Aargh, I didn't see that, despite looking for it.  I said I may have missed
it.

Hm.

Jim

-- 
Jim Fulton           mailto:jim at zope.com       Python Powered!
CTO                  (540) 361-1714            http://www.python.org
Zope Corporation     http://www.zope.com       http://www.zope.org

From pje at telecommunity.com  Thu Dec 15 21:35:56 2005
From: pje at telecommunity.com (Phillip J. Eby)
Date: Thu, 15 Dec 2005 15:35:56 -0500
Subject: [Web-SIG] When must applications call the WSGI start_response
 callable.
In-Reply-To: <43A1CBA8.2020706@zope.com>
Message-ID: <5.1.1.6.0.20051215151106.01e176f0@mail.telecommunity.com>

At 03:01 PM 12/15/2005 -0500, Jim Fulton wrote:
>I'm a bit unclear about the timing of the start_response call.
>I think this is because the PEP is unclear, but perhaps I missed
>something.
>
>It doesn't appear that the PEP says when the start_response callable
>must be called.  It gives several examples. In most, the callback is
>called when the application is called, but in one example, the
>callback is called in the __iter__ of the result of calling the
>application.

Hm.  I thought there was something there saying that it had to be called by 
the time the first value is yielded by the iterable, but it's not 
explicit.  The example *server* in the PEP, however, raises an 
AssertionError if you violate this rule.


>Here's what I think the PEP should say (something like):
>
>"The start_response callback must be:
>
>- called when the application is called,
>
>- called when the result iterator is computed, or
>
>- it must be called asynchronously, typically from an application
>    thread.

-1 on enabling asynchrony here; it would enormously complicate the design 
of servers.  WSGI is a purely synchronous protocol.  Any asynchrony within 
an application must be masked from the server.

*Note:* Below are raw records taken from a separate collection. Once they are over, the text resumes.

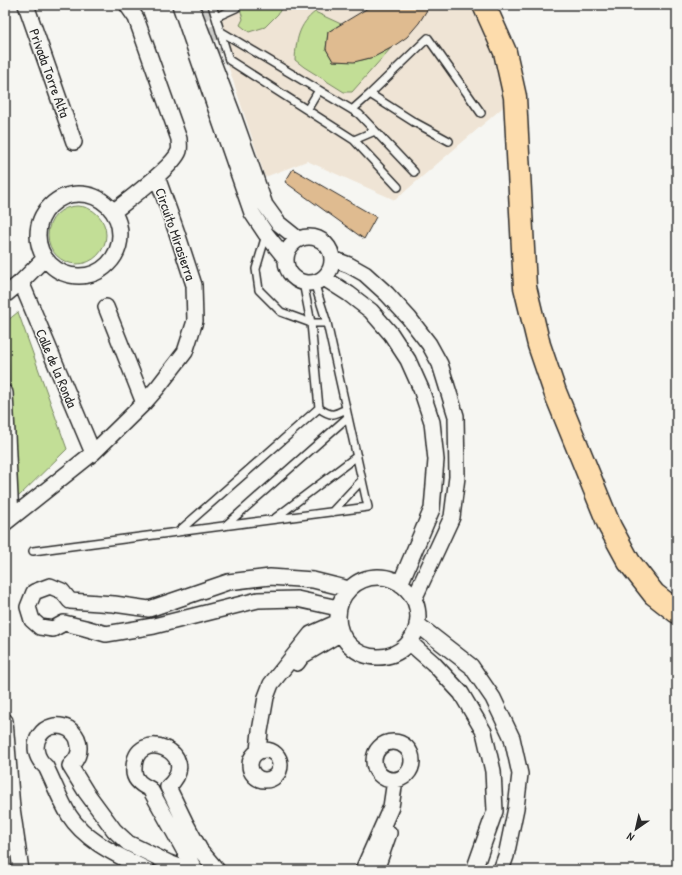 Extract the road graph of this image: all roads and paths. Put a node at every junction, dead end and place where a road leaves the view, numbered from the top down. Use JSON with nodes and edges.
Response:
{"nodes":[{"id":1,"x":26,"y":5,"type":"edge"},
{"id":2,"x":127,"y":5,"type":"edge"},
{"id":3,"x":180,"y":5,"type":"edge"},
{"id":4,"x":191,"y":5,"type":"edge"},
{"id":5,"x":212,"y":5,"type":"edge"},
{"id":6,"x":234,"y":5,"type":"edge"},
{"id":7,"x":484,"y":5,"type":"edge"},
{"id":8,"x":216,"y":17,"type":"junction"},
{"id":9,"x":220,"y":31,"type":"junction"},
{"id":10,"x":218,"y":54,"type":"tunnel mouth"},
{"id":11,"x":319,"y":90,"type":"junction"},
{"id":12,"x":370,"y":94,"type":"junction"},
{"id":13,"x":307,"y":110,"type":"junction"},
{"id":14,"x":352,"y":110,"type":"junction"},
{"id":15,"x":481,"y":113,"type":"dead end"},
{"id":16,"x":233,"y":115,"type":"junction"},
{"id":17,"x":375,"y":131,"type":"junction"},
{"id":18,"x":354,"y":140,"type":"junction"},
{"id":19,"x":448,"y":141,"type":"dead end"},
{"id":20,"x":74,"y":142,"type":"dead end"},
{"id":21,"x":414,"y":172,"type":"dead end"},
{"id":22,"x":157,"y":177,"type":"junction"},
{"id":23,"x":398,"y":187,"type":"dead end"},
{"id":24,"x":258,"y":209,"type":"junction"},
{"id":25,"x":114,"y":212,"type":"junction"},
{"id":26,"x":266,"y":234,"type":"junction"},
{"id":27,"x":298,"y":239,"type":"junction"},
{"id":28,"x":45,"y":258,"type":"junction"},
{"id":29,"x":333,"y":258,"type":"junction"},
{"id":30,"x":286,"y":259,"type":"junction"},
{"id":31,"x":313,"y":281,"type":"junction"},
{"id":32,"x":21,"y":282,"type":"junction"},
{"id":33,"x":387,"y":294,"type":"junction"},
{"id":34,"x":5,"y":295,"type":"edge"},
{"id":35,"x":106,"y":308,"type":"dead end"},
{"id":36,"x":371,"y":311,"type":"junction"},
{"id":37,"x":312,"y":323,"type":"junction"},
{"id":38,"x":327,"y":323,"type":"junction"},
{"id":39,"x":5,"y":393,"type":"edge"},
{"id":40,"x":144,"y":403,"type":"junction"},
{"id":41,"x":319,"y":408,"type":"junction"},
{"id":42,"x":346,"y":409,"type":"junction"},
{"id":43,"x":456,"y":416,"type":"junction"},
{"id":44,"x":348,"y":417,"type":"junction"},
{"id":45,"x":432,"y":422,"type":"junction"},
{"id":46,"x":93,"y":453,"type":"junction"},
{"id":47,"x":357,"y":456,"type":"junction"},
{"id":48,"x":362,"y":480,"type":"junction"},
{"id":49,"x":332,"y":512,"type":"junction"},
{"id":50,"x":274,"y":519,"type":"junction"},
{"id":51,"x":8,"y":520,"type":"edge"},
{"id":52,"x":226,"y":525,"type":"junction"},
{"id":53,"x":178,"y":532,"type":"junction"},
{"id":54,"x":32,"y":551,"type":"dead end"},
{"id":55,"x":400,"y":584,"type":"junction"},
{"id":56,"x":349,"y":589,"type":"junction"},
{"id":57,"x":414,"y":599,"type":"junction"},
{"id":58,"x":149,"y":609,"type":"junction"},
{"id":59,"x":677,"y":612,"type":"edge"},
{"id":60,"x":339,"y":621,"type":"junction"},
{"id":61,"x":417,"y":624,"type":"junction"},
{"id":62,"x":154,"y":626,"type":"junction"},
{"id":63,"x":409,"y":642,"type":"junction"},
{"id":64,"x":5,"y":721,"type":"edge"},
{"id":65,"x":263,"y":751,"type":"dead end"},
{"id":66,"x":128,"y":842,"type":"junction"},
{"id":67,"x":120,"y":856,"type":"junction"},
{"id":68,"x":21,"y":870,"type":"edge"},
{"id":69,"x":147,"y":870,"type":"edge"},
{"id":70,"x":188,"y":870,"type":"edge"},
{"id":71,"x":195,"y":870,"type":"edge"},
{"id":72,"x":217,"y":870,"type":"edge"},
{"id":73,"x":363,"y":870,"type":"edge"},
{"id":74,"x":376,"y":870,"type":"edge"},
{"id":75,"x":474,"y":870,"type":"edge"},
{"id":76,"x":501,"y":870,"type":"edge"}],
"edges":[{"from":1,"to":20,"type":"street","name":"Privada Torre Alta"},
{"from":2,"to":22,"type":"street","name":"Circuito Mirasierra"},
{"from":3,"to":24,"type":"street"},
{"from":4,"to":16,"type":"street"},
{"from":5,"to":8,"type":"lane"},
{"from":6,"to":8,"type":"lane"},
{"from":7,"to":59,"type":"highway"},
{"from":8,"to":9,"type":"lane"},
{"from":9,"to":11,"type":"lane"},
{"from":9,"to":13,"type":"lane"},
{"from":10,"to":16,"type":"street"},
{"from":11,"to":13,"type":"lane"},
{"from":11,"to":14,"type":"lane"},
{"from":12,"to":14,"type":"lane"},
{"from":12,"to":15,"type":"lane"},
{"from":12,"to":19,"type":"lane"},
{"from":13,"to":18,"type":"lane"},
{"from":14,"to":17,"type":"lane"},
{"from":16,"to":24,"type":"street"},
{"from":17,"to":18,"type":"lane"},
{"from":17,"to":21,"type":"lane"},
{"from":18,"to":23,"type":"lane"},
{"from":22,"to":25,"type":"street"},
{"from":22,"to":40,"type":"street","name":"Circuito Mirasierra"},
{"from":24,"to":26,"type":"street"},
{"from":24,"to":27,"type":"street"},
{"from":25,"to":28,"type":"street"},
{"from":25,"to":28,"type":"street"},
{"from":26,"to":30,"type":"street"},
{"from":26,"to":37,"type":"lane"},
{"from":27,"to":29,"type":"street"},
{"from":27,"to":30,"type":"street"},
{"from":28,"to":32,"type":"street"},
{"from":29,"to":31,"type":"street"},
{"from":29,"to":33,"type":"street"},
{"from":30,"to":31,"type":"street"},
{"from":31,"to":36,"type":"street"},
{"from":31,"to":37,"type":"lane"},
{"from":31,"to":38,"type":"lane"},
{"from":32,"to":34,"type":"street"},
{"from":32,"to":46,"type":"street","name":"Calle de la Ronda"},
{"from":33,"to":36,"type":"street"},
{"from":33,"to":43,"type":"street"},
{"from":35,"to":40,"type":"street"},
{"from":36,"to":45,"type":"street"},
{"from":37,"to":38,"type":"lane"},
{"from":37,"to":41,"type":"lane"},
{"from":38,"to":42,"type":"lane"},
{"from":39,"to":51,"type":"street"},
{"from":40,"to":46,"type":"street","name":"Circuito Mirasierra"},
{"from":41,"to":42,"type":"lane"},
{"from":41,"to":53,"type":"lane"},
{"from":42,"to":44,"type":"lane"},
{"from":43,"to":45,"type":"street"},
{"from":43,"to":57,"type":"street"},
{"from":44,"to":47,"type":"lane"},
{"from":44,"to":52,"type":"lane"},
{"from":45,"to":55,"type":"street"},
{"from":46,"to":51,"type":"street","name":"Circuito Mirasierra"},
{"from":47,"to":48,"type":"lane"},
{"from":47,"to":50,"type":"lane"},
{"from":48,"to":49,"type":"lane"},
{"from":48,"to":49,"type":"lane"},
{"from":49,"to":50,"type":"lane"},
{"from":50,"to":52,"type":"lane"},
{"from":52,"to":53,"type":"lane"},
{"from":53,"to":54,"type":"lane"},
{"from":55,"to":56,"type":"street"},
{"from":55,"to":57,"type":"street"},
{"from":56,"to":58,"type":"street"},
{"from":56,"to":60,"type":"street"},
{"from":57,"to":61,"type":"street"},
{"from":58,"to":62,"type":"street"},
{"from":58,"to":62,"type":"street"},
{"from":60,"to":62,"type":"street"},
{"from":60,"to":63,"type":"street"},
{"from":60,"to":65,"type":"street"},
{"from":61,"to":63,"type":"street"},
{"from":61,"to":76,"type":"street"},
{"from":63,"to":75,"type":"street"},
{"from":64,"to":68,"type":"street"},
{"from":66,"to":67,"type":"street"},
{"from":66,"to":67,"type":"street"},
{"from":66,"to":70,"type":"street"},
{"from":67,"to":69,"type":"street"},
{"from":71,"to":72,"type":"street"},
{"from":73,"to":74,"type":"street"}]}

>Normally an application will call the start_response callable when the
>application is called or when the result iterator is constructed, as
>shown in the first 2 examples. An application, or more commonly, a
>middleware component that provides it's own thread management might
>delay starting the response.  A server should not begin iterating
>over the result until the start_response callable has been called."

This would completely break the existing design.  Note in particular that 
some applications do not call start_response until they're in their first 
iterator next() call; notably any generator-based WSGI apps will do this.


>Why do I want this?  It appears that this would be needed to enable
>middleware components that manage application threads.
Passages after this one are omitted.